Re: Confusing DocValues documentation

2017-12-21 Thread S G

Thank you Eric.

I guess the biggest piece I was missing was the sort on a field other than
the search field.
Once you have filtered a list of documents and then you want to sort, the
inverted index cannot be used for lookup.
You just have doc-IDs which are values in inverted index, not the keys.
Hence they cannot be "looked" up - only option is to loop through all the
entries of that key's inverted index.

DocValues come to rescue by reducing that looping operation to a lookup
again.
Because in docValues, the key (i.e. array-index) is the document-index and
gives an O(1) lookup for any doc-ID.


But that does not seem to be helping with sorting or faceting of any kind.
This seems to be like a good way to speed up a stored field's retrieval.

DocValues in the current example are:
FieldA
doc1 = 1
doc2 = 2
doc3 =

FieldB
doc1 = 2
doc2 = 4
doc3 = 5

FieldC
doc1 = 5
doc2 =
doc3 = 5

So if I have to run a query:
fieldA=*&sort=fieldB asc
I will get all the documents due to filter and then I will lookup the
values of field-B from the docValues lookup.
That will give me 2,4,5
This is sorted in this case, but assume that this was not sorted.
(The docValues array is indexed by Lucene's doc-ID not the field-value
after all, right?)

Then does Lucene/Solr still sort them like regular array of values?
That does not seem very efficient.
And it does not seem to helping with faceting, pivoting too.
What did I miss?

Thanks
SG






On Thu, Dec 21, 2017 at 5:31 PM, Erick Erickson 
wrote:

> Here's where you're going off the rails: "I can just look at the
> map-for-field-A"
>
> As I said before, you're totally right, all the information you need
> is there. But
> you're thinking of this as though speed weren't a premium when you say.
> "I can just look". Consider that there are single replicas out there with
> 300M
> (or more) docs in them. "Just looking" in a list 300M items long 300M times
> (q=*:*&sort=whatever) is simply not going to be performant compared to
> 300M indexing operations which is what DV does.
>
> Faceting is much worse.
>
> Plus space is also at a premium. Java takes 40+ bytes to store the first
> character. So any Java structure you use is going to be enormous. 300M ints
> is bad enough. And if you spoof this by using ordinals as Lucene does,
> you're
> well on your way to reinventing docValues.
>
> Maybe this will help.

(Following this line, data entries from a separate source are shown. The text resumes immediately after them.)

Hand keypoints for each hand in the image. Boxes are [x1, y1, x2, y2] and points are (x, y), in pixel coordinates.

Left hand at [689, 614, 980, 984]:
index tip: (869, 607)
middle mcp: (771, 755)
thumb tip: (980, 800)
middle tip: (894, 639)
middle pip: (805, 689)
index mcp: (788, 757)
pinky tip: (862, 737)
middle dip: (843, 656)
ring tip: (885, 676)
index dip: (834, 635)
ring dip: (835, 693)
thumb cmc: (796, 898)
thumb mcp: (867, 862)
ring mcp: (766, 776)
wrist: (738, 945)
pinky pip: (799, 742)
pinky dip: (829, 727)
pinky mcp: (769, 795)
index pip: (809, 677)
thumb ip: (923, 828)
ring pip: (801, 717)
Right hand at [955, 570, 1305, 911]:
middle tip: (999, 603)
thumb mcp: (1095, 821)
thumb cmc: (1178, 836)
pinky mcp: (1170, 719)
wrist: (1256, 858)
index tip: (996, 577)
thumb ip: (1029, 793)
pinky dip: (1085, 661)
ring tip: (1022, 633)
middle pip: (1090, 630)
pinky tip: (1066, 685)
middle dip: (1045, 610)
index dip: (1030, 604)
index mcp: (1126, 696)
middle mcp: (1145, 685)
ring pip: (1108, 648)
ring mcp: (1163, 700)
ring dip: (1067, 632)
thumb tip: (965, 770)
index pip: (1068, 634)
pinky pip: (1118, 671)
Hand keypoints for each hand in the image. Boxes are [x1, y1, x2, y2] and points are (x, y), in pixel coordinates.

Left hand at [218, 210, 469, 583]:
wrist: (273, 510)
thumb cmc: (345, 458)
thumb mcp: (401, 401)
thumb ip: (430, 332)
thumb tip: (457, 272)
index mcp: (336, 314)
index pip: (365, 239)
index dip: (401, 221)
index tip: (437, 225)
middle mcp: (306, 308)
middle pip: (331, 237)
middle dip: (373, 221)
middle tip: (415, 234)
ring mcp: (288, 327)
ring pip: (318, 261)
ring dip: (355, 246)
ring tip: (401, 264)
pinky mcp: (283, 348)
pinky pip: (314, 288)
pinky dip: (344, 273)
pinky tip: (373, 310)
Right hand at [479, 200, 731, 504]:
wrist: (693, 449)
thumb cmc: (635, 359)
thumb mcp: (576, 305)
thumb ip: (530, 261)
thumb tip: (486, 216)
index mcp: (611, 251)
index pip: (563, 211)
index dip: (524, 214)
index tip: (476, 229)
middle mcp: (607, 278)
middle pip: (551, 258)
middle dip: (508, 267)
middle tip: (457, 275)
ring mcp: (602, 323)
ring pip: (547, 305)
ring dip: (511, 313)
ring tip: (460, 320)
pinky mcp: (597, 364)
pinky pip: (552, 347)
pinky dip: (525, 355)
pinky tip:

Imagine you have a phone book in your hands. It
> consists of documents like this:
>
> id: something
> phone: phone number
> name: person's name
>
> For simplicity, they're both string types 'cause they sort.
>
> Let's search by phone number but sort by name, i.e.
>
> q=phone:1234*&sort=name asc
>
> I'm searching and find two docs that match. How do I know how they
> sort wrt each other?
>
> I'm searching in the phone field but I need the value for each doc
> associated with the name field. In your example I'm searching in
> map-for-fieldA but sorting in map-for-field-B
>
> To get the name value for these two docs I have to enumerate
> map-for-field-B until I find each doc and then I can get the proper
> value and know how they sort. Sure, I could do some ordering and do a
> binary search but that's still vastly slower than having a structure
> that's a simple index operation to get the value in its field.
>
> The DV structure is actually more like what's below. These structures
> are simply an array indexed by the _internal_ Lucene document id,
> which is a simple zero-based integer that contains the value
> associated with that doc for that field (I'm simplifying a bit, but
> that's conceptually the deal).
> FieldA
> doc1 = 1
> doc2 = 2
> doc3 =
>
> FieldB
> doc1 = 2
> doc2 = 4
> doc3 = 5
>
> FieldC
> doc1 = 5
> doc2 =
> doc3 = 5
>
> Best,
> Erick
>
> On Thu, Dec 21, 2017 at 4:05 PM, S G  wrote:
> > Thanks a lot Erick and Emir.
> >
> > I am still a bit confused and an example will help me a lot.
> > Here is a little bit modified version of the same to illustrate my point
> > more clearly.
> >
> > Let us consider 3 documents - doc1, doc2 and doc3
> > Each contains upto 3 fields - A, B and C.
> > And the values for these fields are random.
> > For example:
> > doc1 = {A:1, B:2, C:5}
> > doc2 = {A:2, B:4}
> > doc3 = {B:5, C:5}
> >
> >
> > Inverted Index for the same should be a map of:
> > Key: 
> > Value: 
> > i.e.
> > {
> >map-for-field-A: {1: doc1, 2: doc2}
> >map-for-field-B: {2: doc1, 4: doc2, 5:doc3}
> >map-for-field-C: {5: [doc1, doc3]}
> > }
> >
> > For sorting on field A, I can just look at the map-for-field-A and sort
> the
> > keys (and
> > perhaps keep it sorted too for saving the sort each time). For facets on
> > field A, I can
> > again, just look at the map-for-field-A and get counts for each value.
> So I
> > will
> > get facets(Field-A) = {1:1, 2:1} because count for each value is 1.
> > Similarly facets(Field-C) = {5:2}
> >
> > Why is this not performant? All it did was to bring one data-structure
> into
> > memory and if
> > the current imp

Re: Confusing DocValues documentation

2017-12-21 Thread Erick Erickson

Here's where you're going off the rails: "I can just look at the
map-for-field-A"

As I said before, you're totally right, all the information you need
is there. But
you're thinking of this as though speed weren't a premium when you say.
"I can just look". Consider that there are single replicas out there with 300M
(or more) docs in them. "Just looking" in a list 300M items long 300M times
(q=*:*&sort=whatever) is simply not going to be performant compared to
300M indexing operations which is what DV does.

Faceting is much worse.

Plus space is also at a premium. Java takes 40+ bytes to store the first
character. So any Java structure you use is going to be enormous. 300M ints
is bad enough. And if you spoof this by using ordinals as Lucene does, you're
well on your way to reinventing docValues.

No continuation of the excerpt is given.